▶ Task item: Under this line are the records; write out word for word the part that begins at the line containing "thumb tip: (505, 537)" and ends at the line containing "pinky tip: (517, 475)", and no more.
Data for processing below:
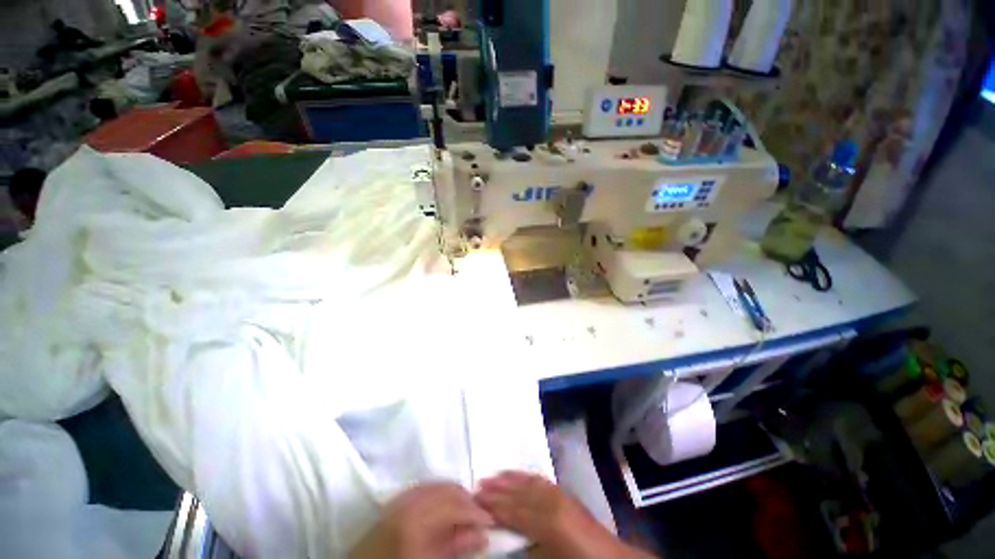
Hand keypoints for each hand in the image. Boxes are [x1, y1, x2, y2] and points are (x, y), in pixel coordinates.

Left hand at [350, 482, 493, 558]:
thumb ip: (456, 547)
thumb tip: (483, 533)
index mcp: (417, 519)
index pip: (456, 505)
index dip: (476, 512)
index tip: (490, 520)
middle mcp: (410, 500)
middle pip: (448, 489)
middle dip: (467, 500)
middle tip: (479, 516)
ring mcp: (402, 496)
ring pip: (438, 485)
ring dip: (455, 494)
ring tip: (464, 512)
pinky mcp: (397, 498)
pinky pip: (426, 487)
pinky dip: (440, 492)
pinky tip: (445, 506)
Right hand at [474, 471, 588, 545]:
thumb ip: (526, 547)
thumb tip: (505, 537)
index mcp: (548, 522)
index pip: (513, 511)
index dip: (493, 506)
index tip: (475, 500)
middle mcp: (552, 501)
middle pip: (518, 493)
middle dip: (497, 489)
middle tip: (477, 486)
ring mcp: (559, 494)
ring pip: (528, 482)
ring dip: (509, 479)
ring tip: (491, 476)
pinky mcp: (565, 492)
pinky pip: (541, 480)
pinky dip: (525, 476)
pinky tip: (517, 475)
End of Data for processing.
Data for processing below:
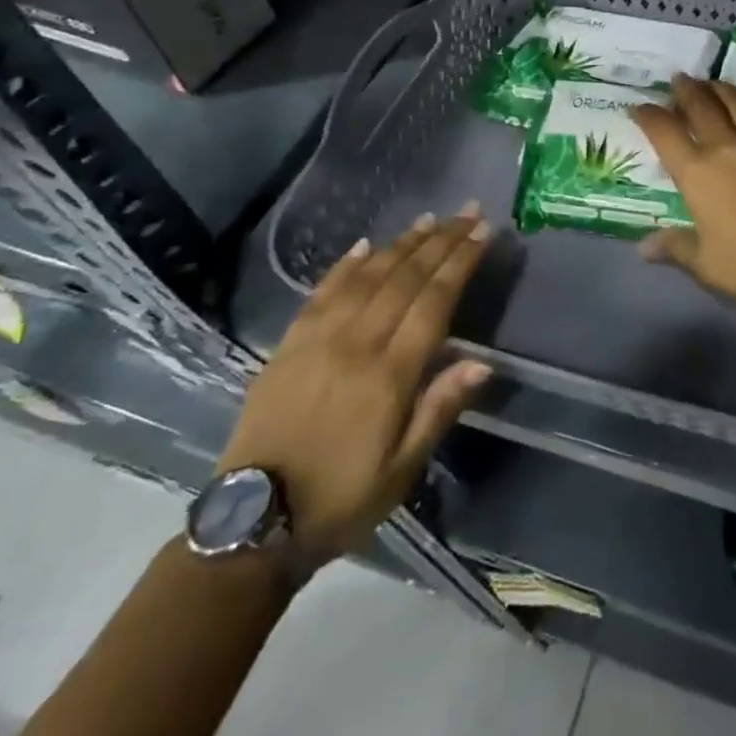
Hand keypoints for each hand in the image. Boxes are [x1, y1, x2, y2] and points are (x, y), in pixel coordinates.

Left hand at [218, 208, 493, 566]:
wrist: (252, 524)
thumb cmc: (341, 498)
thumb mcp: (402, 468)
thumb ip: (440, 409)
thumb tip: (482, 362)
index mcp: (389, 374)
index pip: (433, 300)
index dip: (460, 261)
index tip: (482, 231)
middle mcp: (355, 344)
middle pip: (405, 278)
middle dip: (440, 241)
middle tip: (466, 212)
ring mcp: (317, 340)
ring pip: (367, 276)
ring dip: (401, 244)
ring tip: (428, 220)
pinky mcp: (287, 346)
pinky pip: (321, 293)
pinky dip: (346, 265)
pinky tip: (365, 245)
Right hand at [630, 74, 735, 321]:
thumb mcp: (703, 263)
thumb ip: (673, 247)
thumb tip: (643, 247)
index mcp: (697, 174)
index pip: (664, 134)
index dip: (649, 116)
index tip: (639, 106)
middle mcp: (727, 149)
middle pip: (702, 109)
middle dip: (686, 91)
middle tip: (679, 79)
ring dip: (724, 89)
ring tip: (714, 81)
End of Data for processing.
Data for processing below:
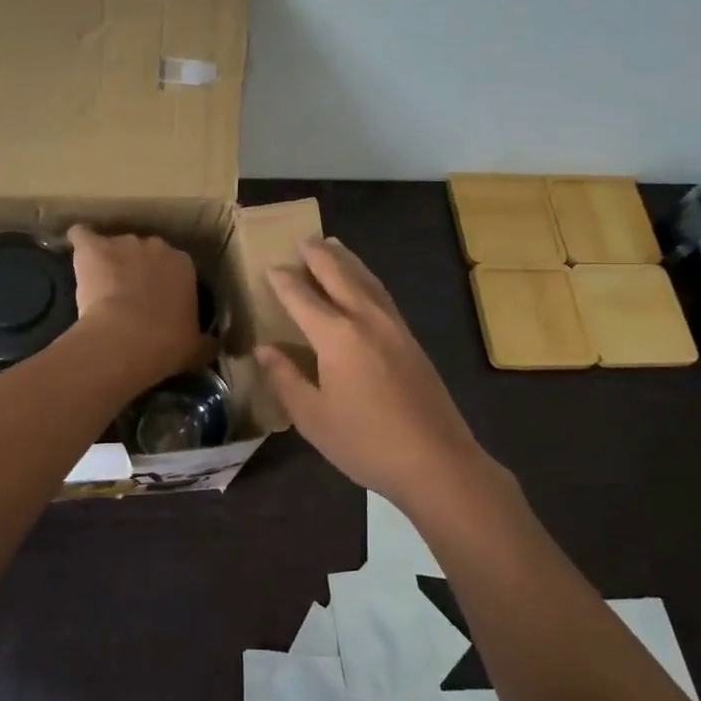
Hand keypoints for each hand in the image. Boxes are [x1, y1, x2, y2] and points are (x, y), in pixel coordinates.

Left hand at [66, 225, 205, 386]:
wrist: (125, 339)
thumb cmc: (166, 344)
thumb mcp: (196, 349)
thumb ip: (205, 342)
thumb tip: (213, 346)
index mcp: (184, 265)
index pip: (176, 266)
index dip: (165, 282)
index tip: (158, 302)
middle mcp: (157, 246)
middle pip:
End of Data for processing.
▶ Reply:
thumb tip: (505, 537)
index mcp: (548, 522)
index pip: (513, 511)
index dip: (493, 506)
index tip: (475, 500)
middle mcp: (552, 501)
middle pip: (518, 493)
middle dip: (497, 489)
middle tip: (477, 486)
ring mcp: (559, 494)
ring pip: (528, 482)
ring dip: (509, 479)
ring tip: (491, 476)
pinky mcp: (565, 492)
pinky pip: (541, 480)
pinky dip: (525, 476)
pinky tip: (517, 475)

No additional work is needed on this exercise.